Wednesday, 26 January 2011: 1:45 PM
607 (Washington State Convention Center)
Peter Roohr, NOAA/NWS, Silver Spring, MD; and H. Hockenberry, J. Sprague, and S. Schranz

The vision of fire weather services is the provision of high-resolution fire weather information and services, in close collaboration with agency partners, focused on providing impact-oriented, integrated improvements of fire danger and behavior predictions that save lives and reduce impact to property. Several recent recommendations, examples and significant events have warranted a closer look at society's response to fire forecasts, warnings and critical wildland urban interface (WUI) fires.

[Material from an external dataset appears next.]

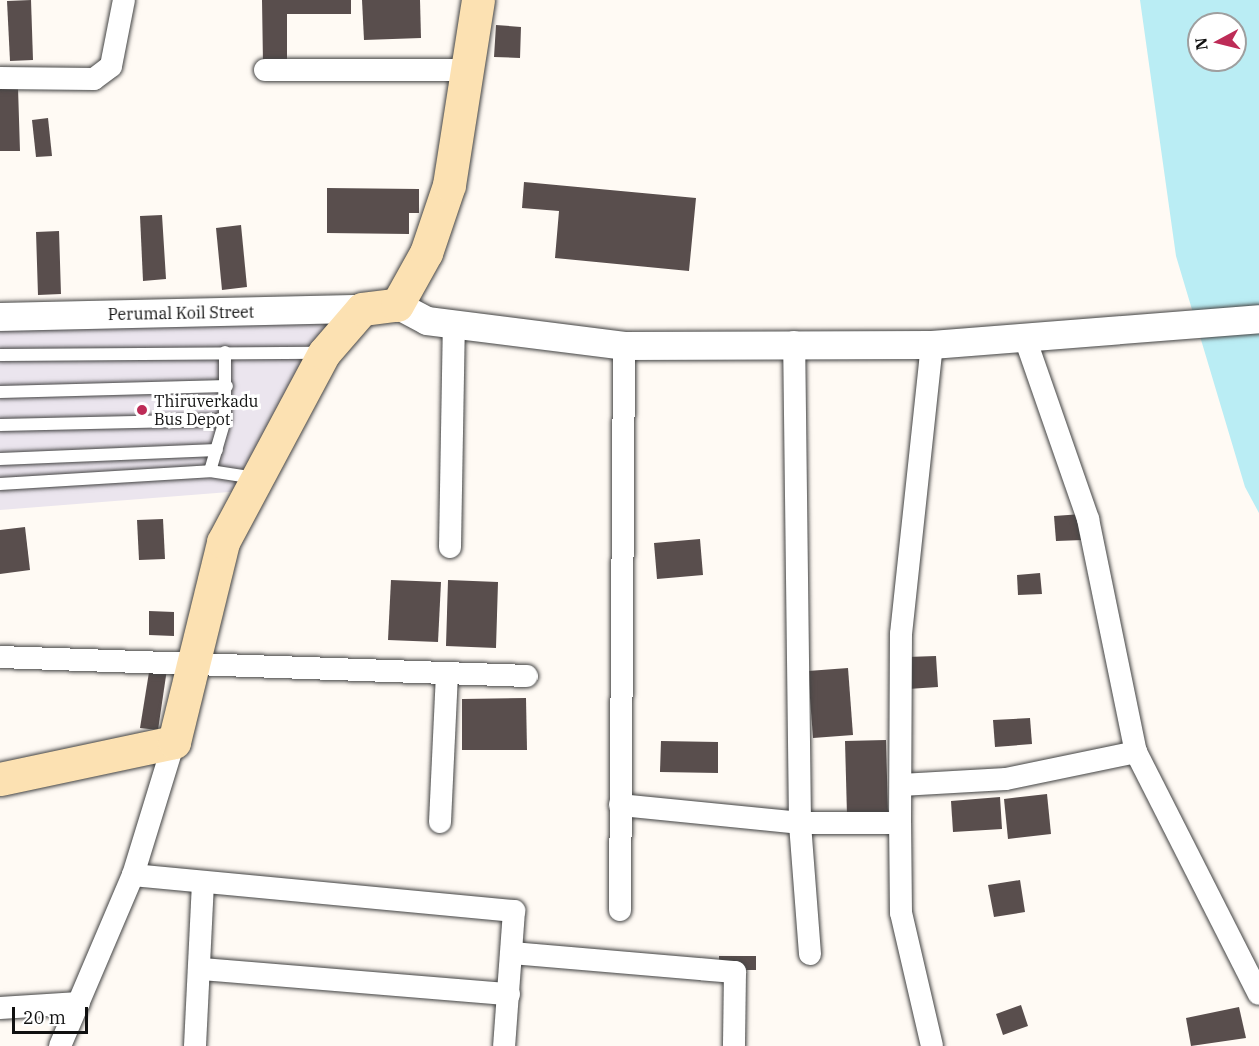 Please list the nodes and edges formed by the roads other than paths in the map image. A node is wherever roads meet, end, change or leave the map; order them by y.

Warning criteria, forecast procedures and dissemination methods have existed for decades and have served the country well. However, lives continue to be lost despite accurate and timely forecasts. Several U.S. examples (e.g., Esperanza Fire in CA in 2006) and the recent Australian Black Saturday fires illustrate that correct, decisive public and fire control action is necessary as a post-product of good fire weather information. There must be an exploration and assessment of the public's awareness, or lack thereof, concerning fire weather services and currently available fire weather information. Sound fire weather information delivery and use must be coupled with assessment of values at risk in terms of property, resources and historical significance.